In this tutorial we will learn how to use dplyr within functions. For this we will use movie data.
Learning Objectives: use dplyr within functions
Level: advanced
Data Preparation
The data we will analyse is part of ggplot2movies. We load the packages dplyr and ggplot2movies with pacman.
library(pacman)
p_load(dplyr, ggplot2movies)
data("movies")
Check with packageVersion() that dplyr version at 0.7 or above.
packageVersion("dplyr")
## [1] '0.7.8'
Only for sake of a nicer plot some variables are left out and only these variables are kept.
movies_filt <- movies %>%
select(title, rating, length, Action, Animation, Comedy, Drama, Documentary, Romance, Short)
knitr::kable(movies_filt %>% head(5))
title | rating | length | Action | Animation | Comedy | Drama | Documentary | Romance | Short |
---|---|---|---|---|---|---|---|---|---|
$ | 6.4 | 121 | 0 | 0 | 1 | 1 | 0 | 0 | 0 |
$1000 a Touchdown | 6.0 | 71 | 0 | 0 | 1 | 0 | 0 | 0 | 0 |
$21 a Day Once a Month | 8.2 | 7 | 0 | 1 | 0 | 0 | 0 | 0 | 1 |
$40,000 | 8.2 | 70 | 0 | 0 | 1 | 0 | 0 | 0 | 0 |
$50,000 Climax Show, The | 3.4 | 71 | 0 | 0 | 0 | 0 | 0 | 0 | 0 |
Problem
Now assume you want to know the average length or rating of each of these 7 genres. There are 14 combinations, which means a lot of repeated code, which should be avoided. How can you avoid this? By using dplyr within a function.
Solution
The problem is that we want to pass a column name, that should be evaluated at a later step.
The first intuitive approach is this:
genre <- "Action"
movies_filt %>%
group_by(genre) %>%
summarise (rating = mean(rating))
This didn’t work. You have to make a quosure of the column name with quo() and unquosure it when it is used with !!.
genre <- quo(Comedy)
movies_filt %>%
filter((!!genre) == 1) %>%
summarise (rating = mean(rating))
## # A tibble: 1 x 1 ## rating ## <dbl> ## 1 5.96
Now we use this in a function.
genre_stat_mean <- function(df,
group_var = c("Action", "Animation", "Comedy", "Drama", "Documentary", "Romance", "Short"),
stat_var = c("rating", "length") ) {
group_var <- enquo (group_var)
stat_var <- enquo (stat_var)
col_name <- paste0("median_",
as.character(stat_var)[2])
df %>%
filter((!!group_var) == 1) %>%
summarise(!!col_name := median((!!stat_var)))
}
How does it work:
- Passed Parameters are a dataframe df, a grouping variable group_var, which is only allowed to have certain values to avoid errors, and a variable which is used for calculating the mean statistics stat_var which can either be “rating” or “length”.

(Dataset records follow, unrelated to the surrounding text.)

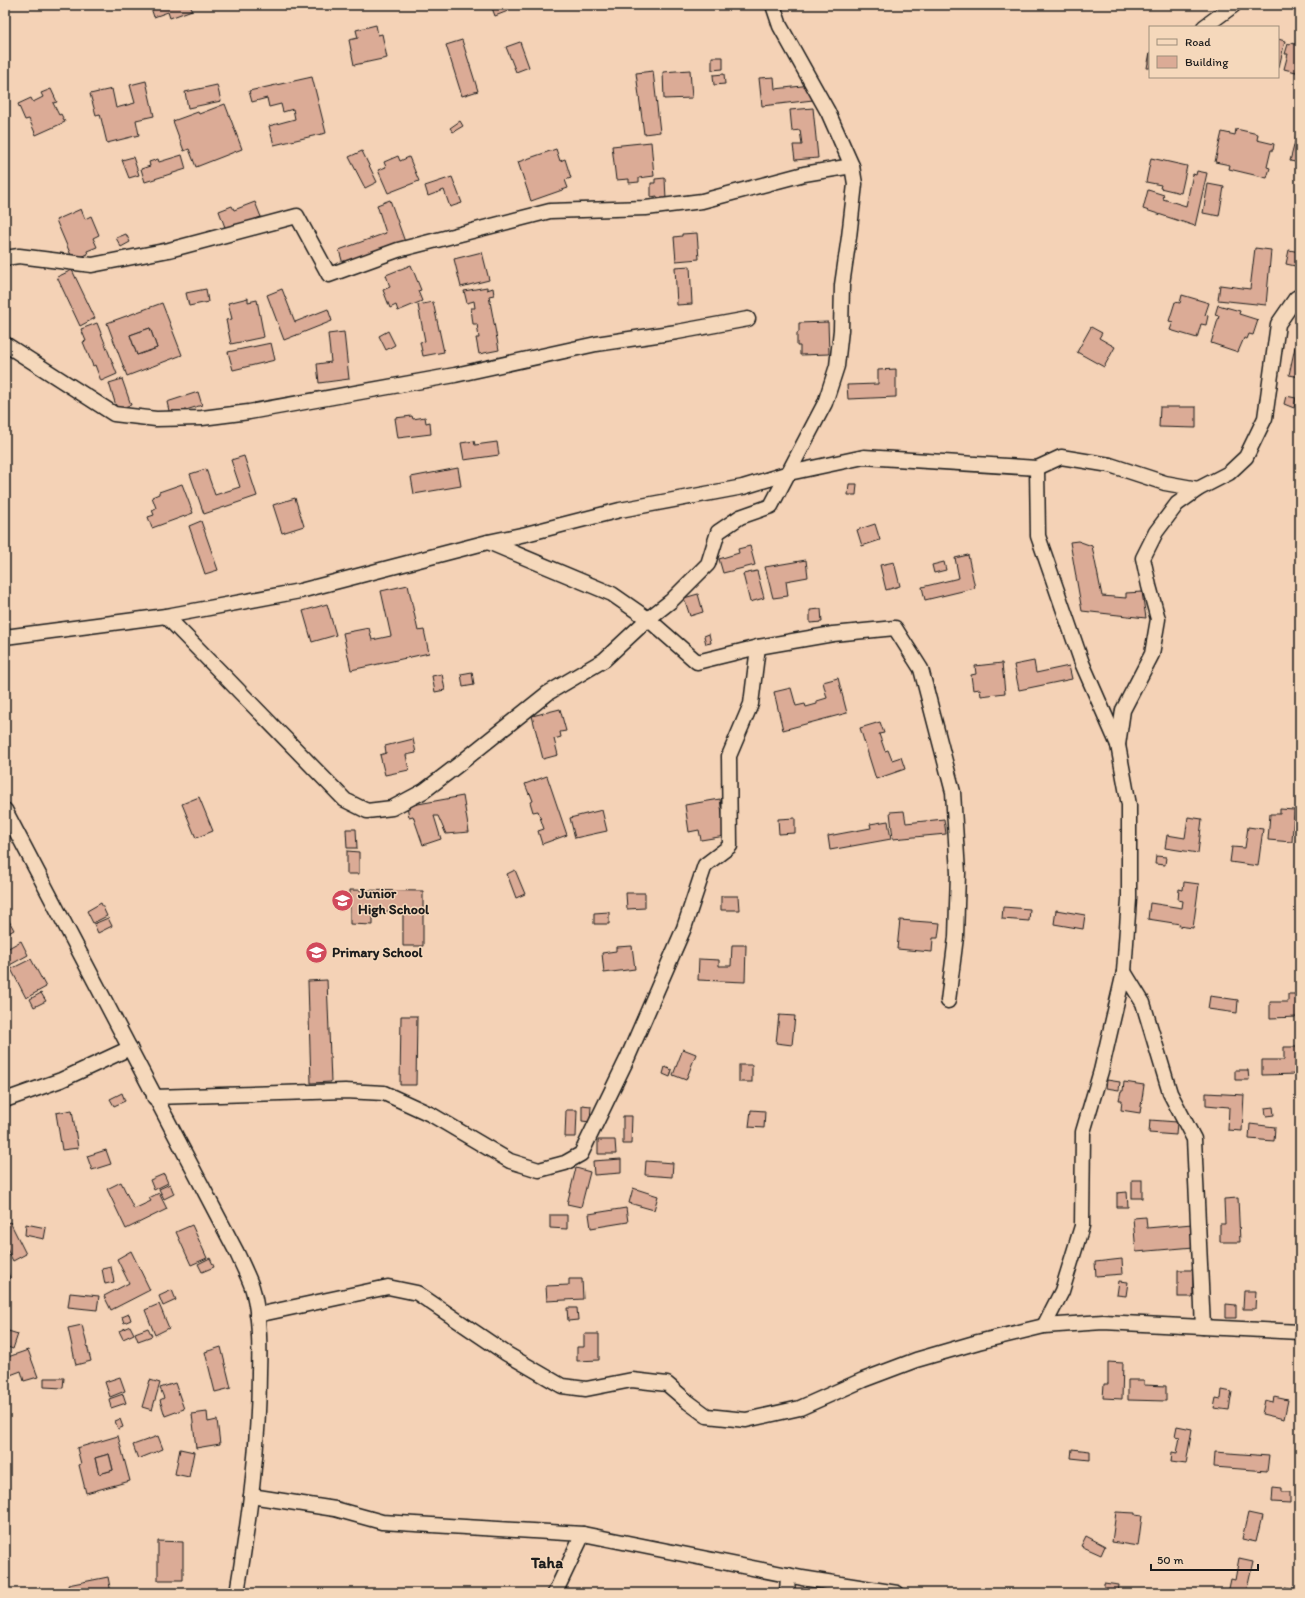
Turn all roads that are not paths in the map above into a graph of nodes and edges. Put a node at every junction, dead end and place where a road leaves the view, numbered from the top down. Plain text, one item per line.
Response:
1 (773, 5) edge
2 (1234, 5) edge
3 (1205, 26) edge
4 (852, 166) junction
5 (5, 258) edge
6 (1300, 296) edge
7 (748, 319) dead end
8 (5, 344) edge
9 (1037, 468) junction
10 (789, 473) junction
11 (1198, 489) junction
12 (488, 542) junction
13 (166, 616) junction
14 (648, 619) junction
15 (5, 638) edge
16 (758, 647) junction
17 (1118, 745) junction
18 (5, 810) edge
19 (1124, 972) junction
20 (948, 1001) dead end
21 (130, 1048) junction
22 (154, 1097) junction
23 (5, 1100) edge
24 (257, 1315) junction
25 (1044, 1326) junction
26 (1204, 1327) junction
27 (1300, 1332) edge
28 (251, 1496) junction
29 (583, 1534) junction
30 (788, 1575) junction
31 (237, 1593) edge
32 (555, 1593) edge
33 (787, 1593) edge
34 (898, 1593) edge

1 - 4 street
2 - 3 street
4 - 5 street
4 - 10 street
6 - 11 street
7 - 8 street
9 - 10 street
9 - 11 street
9 - 17 street
10 - 12 street
10 - 14 street
11 - 17 street
12 - 13 street
12 - 14 street
13 - 14 street
13 - 15 street
14 - 16 street
16 - 20 street
16 - 22 street
17 - 19 street
18 - 21 street
19 - 25 street
19 - 26 street
21 - 22 street
21 - 23 street
22 - 24 street
24 - 25 street
24 - 28 street
25 - 26 street
26 - 27 street
28 - 29 street
28 - 31 street
29 - 30 street
29 - 32 street
30 - 33 street
30 - 34 street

- group_var and stat_var are transformed into a quosure with enquo(). Did you recognize that we use enquo() instead of quo(). If you want to make a quosure within a function you have to use enquo() and not quo()!
- col_name is the name of the column that is returned, e.g. “mean_rating”. Important: after casting stat_var into a character two values are returned, which is why the second has to be specified with [2].
- Now we use the dataframe df, pipe it to the filter() function. Here we filter each genre to be equal 1. Important: you have to use brackets around !!group_var!
- Within summarise() call at first column name for the returning value is defined. Important: the assignment is not make with “=”, but instead with “:=”, because we have quosures on both sides!
Now we can put the function to a test. We calculate the average rating of animated films. And we calculate the average length of Comedies.
genre_stat_mean(df = movies,
group_var = Animation,
stat_var = rating)
## # A tibble: 1 x 1 ## median_rating ## <dbl> ## 1 6.7
genre_stat_mean(df = movies,
group_var = Comedy,
stat_var = length)
## # A tibble: 1 x 1 ## median_length ## <int> ## 1 89
Summary
We learned to use dplyr within functions. Now we know when to use quo() and when to use enquo(), as well as when to use “:=” instead of “=”.
This knowledge will enable you to write more powerful code which is less error prone, because you can avoid to repeat your code many times.